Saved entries
-*-

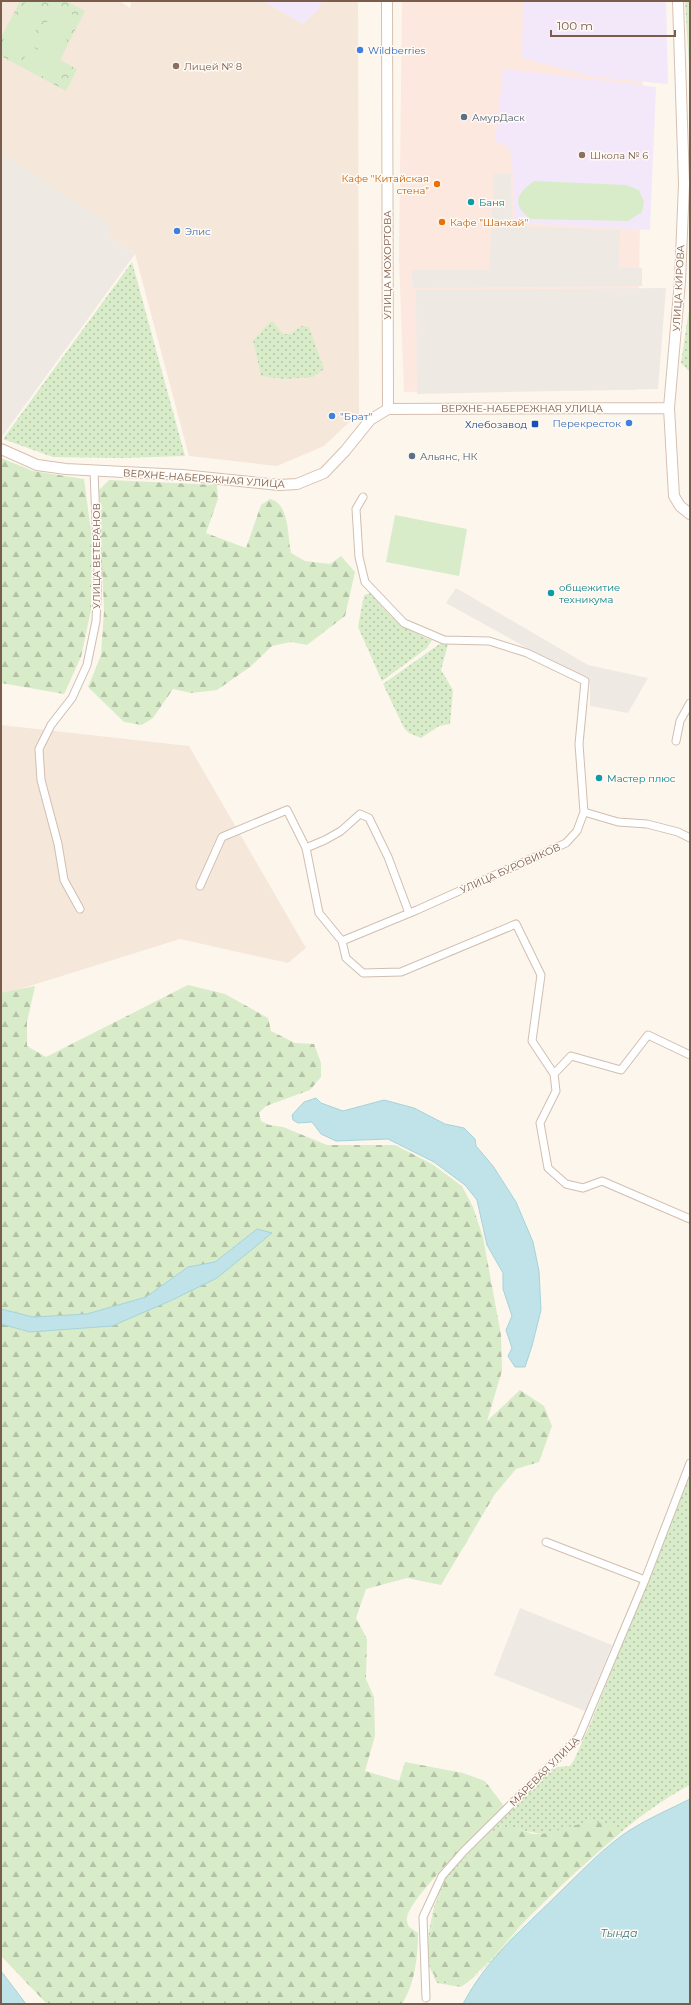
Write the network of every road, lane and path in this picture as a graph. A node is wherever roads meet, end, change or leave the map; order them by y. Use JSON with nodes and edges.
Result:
{"nodes":[{"id":1,"x":387,"y":1,"type":"edge"},
{"id":2,"x":678,"y":1,"type":"edge"},
{"id":3,"x":687,"y":163,"type":"edge"},
{"id":4,"x":669,"y":408,"type":"junction"},
{"id":5,"x":388,"y":409,"type":"junction"},
{"id":6,"x":1,"y":449,"type":"edge"},
{"id":7,"x":94,"y":470,"type":"junction"},
{"id":8,"x":364,"y":497,"type":"dead end"},
{"id":9,"x":690,"y":514,"type":"edge"},
{"id":10,"x":690,"y":703,"type":"edge"},
{"id":11,"x":676,"y":740,"type":"dead end"},
{"id":12,"x":584,"y":812,"type":"junction"},
{"id":13,"x":690,"y":838,"type":"edge"},
{"id":14,"x":306,"y":848,"type":"junction"},
{"id":15,"x":200,"y":886,"type":"dead end"},
{"id":16,"x":80,"y":909,"type":"dead end"},
{"id":17,"x":409,"y":913,"type":"junction"},
{"id":18,"x":342,"y":941,"type":"junction"},
{"id":19,"x":690,"y":1055,"type":"edge"},
{"id":20,"x":554,"y":1074,"type":"junction"},
{"id":21,"x":690,"y":1219,"type":"edge"},
{"id":22,"x":690,"y":1463,"type":"edge"},
{"id":23,"x":546,"y":1542,"type":"dead end"},
{"id":24,"x":645,"y":1580,"type":"junction"},
{"id":25,"x":426,"y":1998,"type":"dead end"}],
"edges":[{"from":1,"to":5,"type":"street","name":"УЛИЦА МОХОРТОВА"},
{"from":2,"to":3,"type":"street","name":"УЛИЦА КИРОВА"},
{"from":3,"to":4,"type":"street","name":"УЛИЦА КИРОВА"},
{"from":4,"to":5,"type":"street","name":"ВЕРХНЕ-НАБЕРЕЖНАЯ УЛИЦА"},
{"from":4,"to":9,"type":"street","name":"УЛИЦА КИРОВА"},
{"from":5,"to":7,"type":"street","name":"ВЕРХНЕ-НАБЕРЕЖНАЯ УЛИЦА"},
{"from":6,"to":7,"type":"street","name":"ВЕРХНЕ-НАБЕРЕЖНАЯ УЛИЦА"},
{"from":7,"to":16,"type":"street","name":"УЛИЦА ВЕТЕРАНОВ"},
{"from":8,"to":12,"type":"street","name":"УЛИЦА БУРОВИКОВ"},
{"from":10,"to":11,"type":"street"},
{"from":12,"to":13,"type":"street"},
{"from":12,"to":17,"type":"street","name":"УЛИЦА БУРОВИКОВ"},
{"from":14,"to":15,"type":"street"},
{"from":14,"to":17,"type":"street"},
{"from":14,"to":18,"type":"street"},
{"from":17,"to":18,"type":"street","name":"УЛИЦА БУРОВИКОВ"},
{"from":18,"to":20,"type":"street"},
{"from":19,"to":20,"type":"street"},
{"from":20,"to":21,"type":"street"},
{"from":22,"to":24,"type":"street","name":"МАРЕВАЯ УЛИЦА"},
{"from":23,"to":24,"type":"street"},
{"from":24,"to":25,"type":"street","name":"МАРЕВАЯ УЛИЦА"}]}
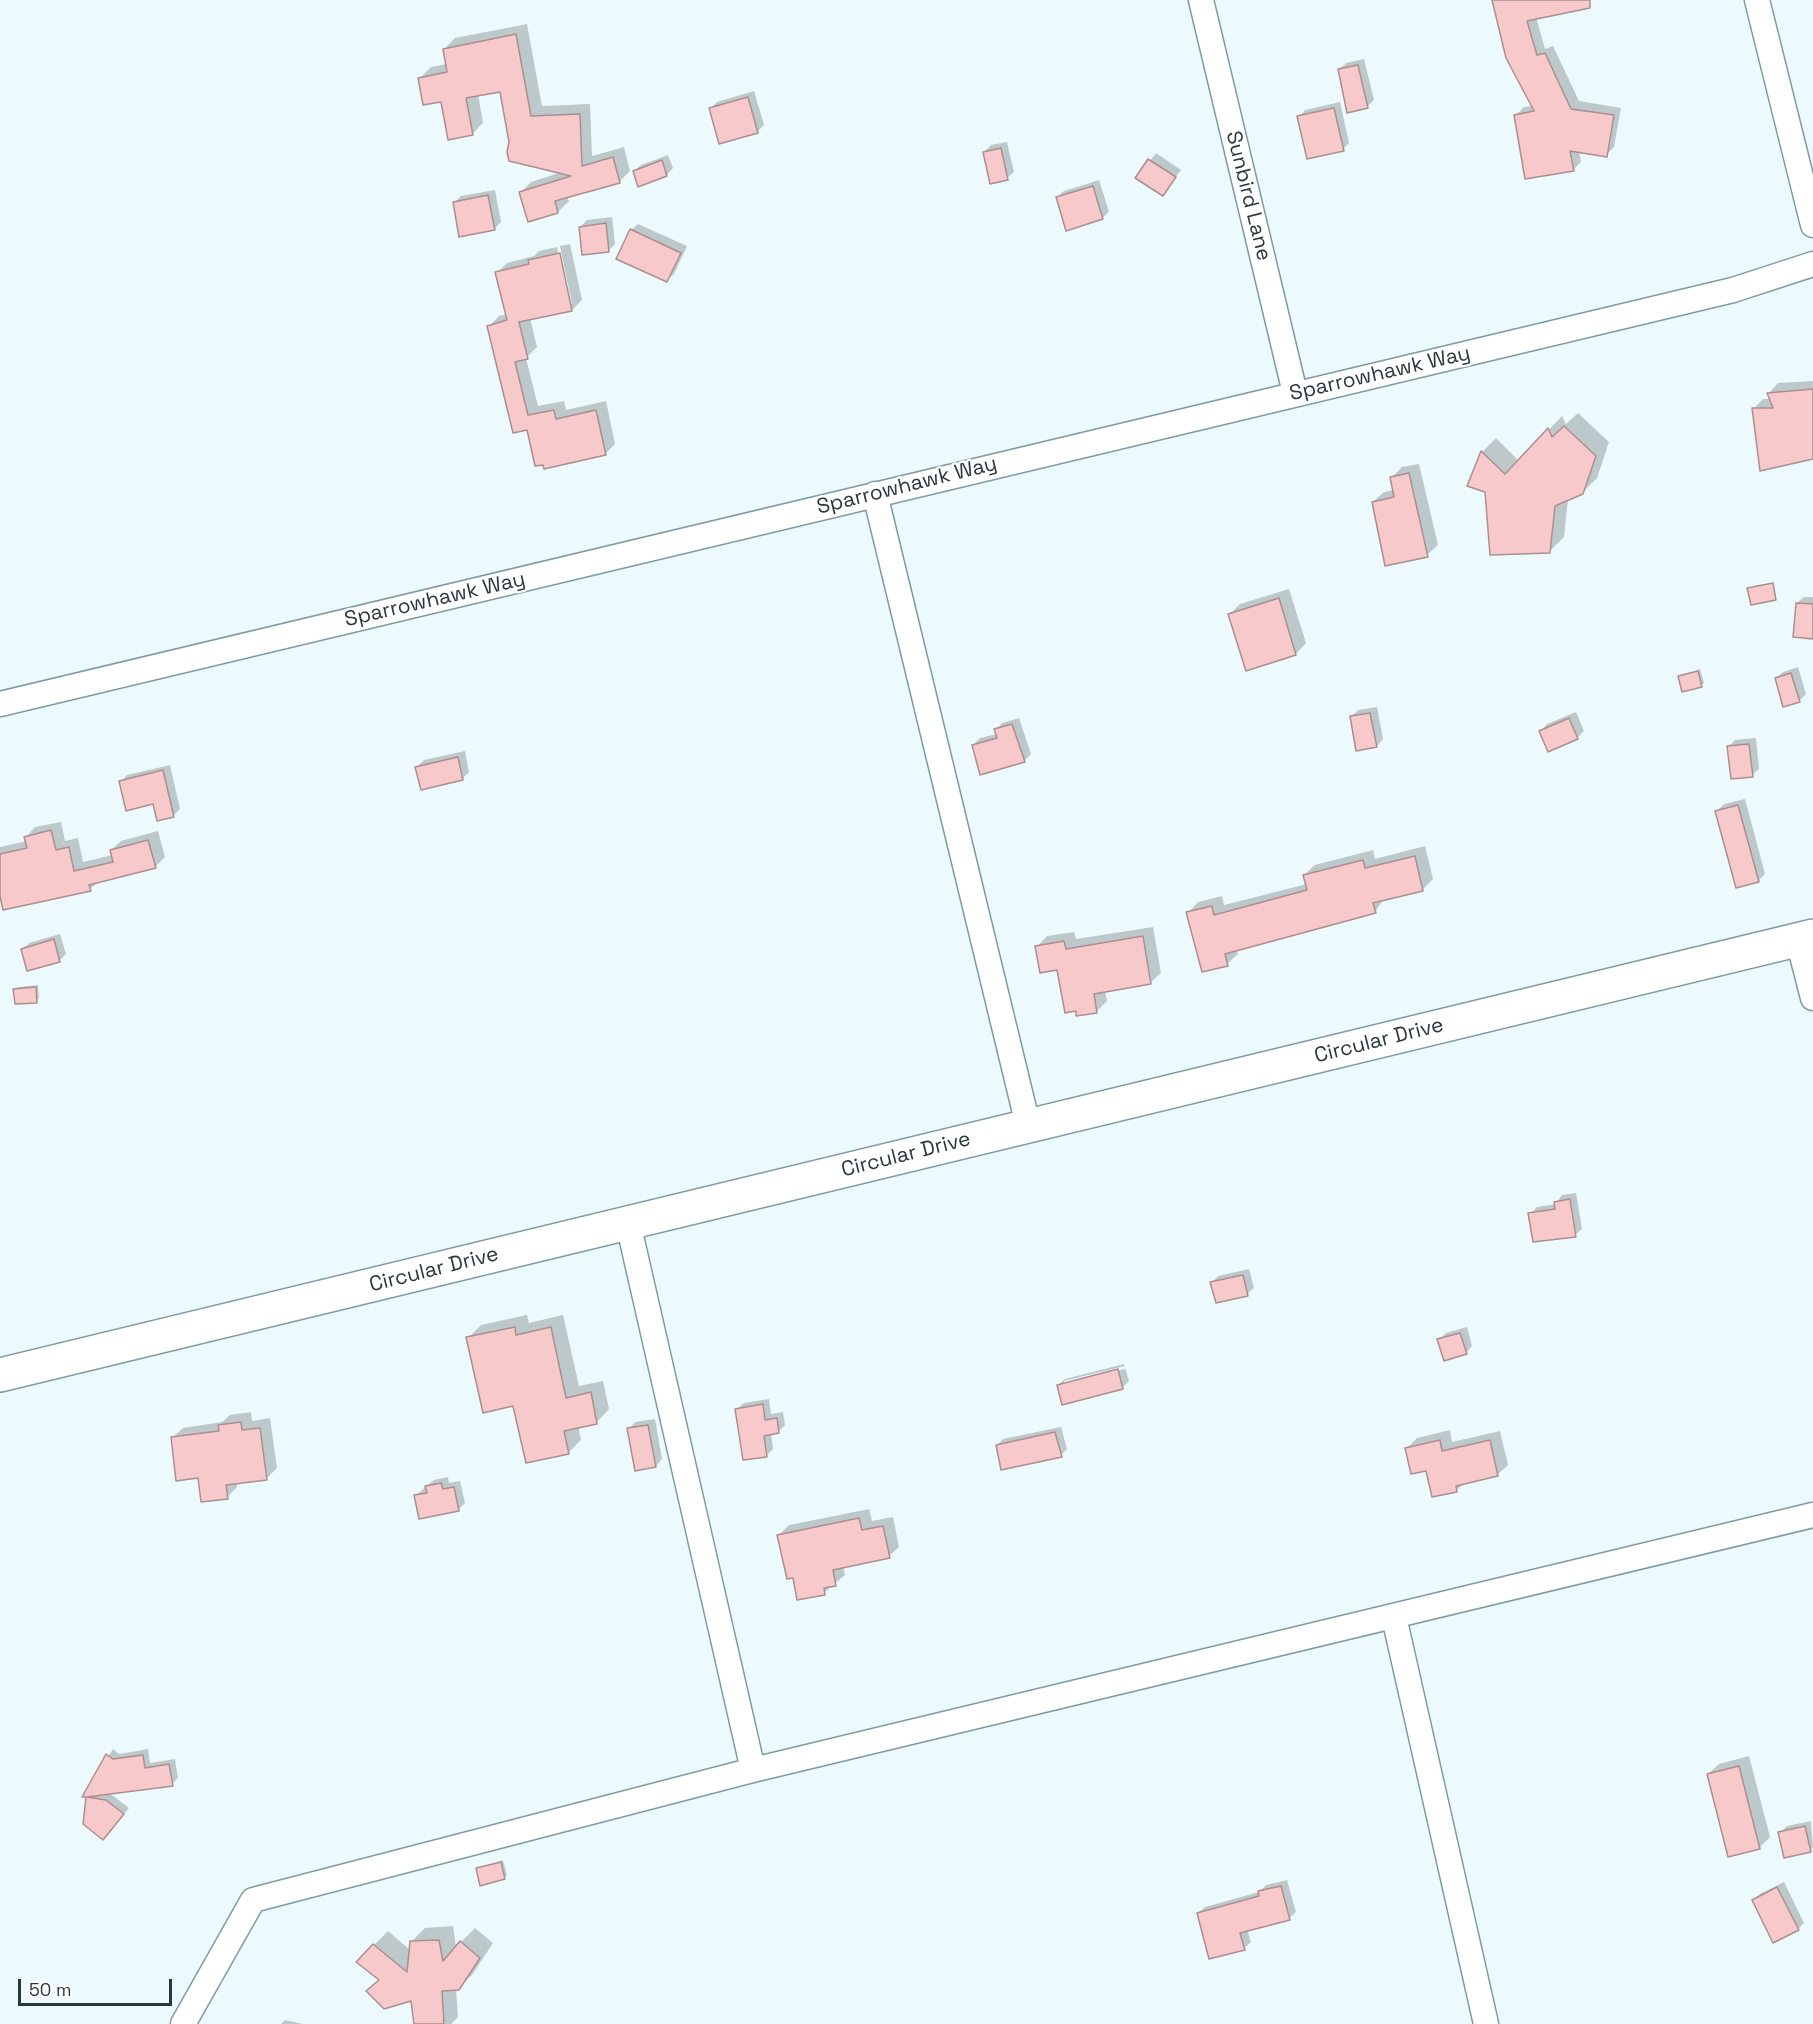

-*-

Task instructions: Could you work out how many lines above contain the string "junction"? Answer with the number only.

Written solution: 9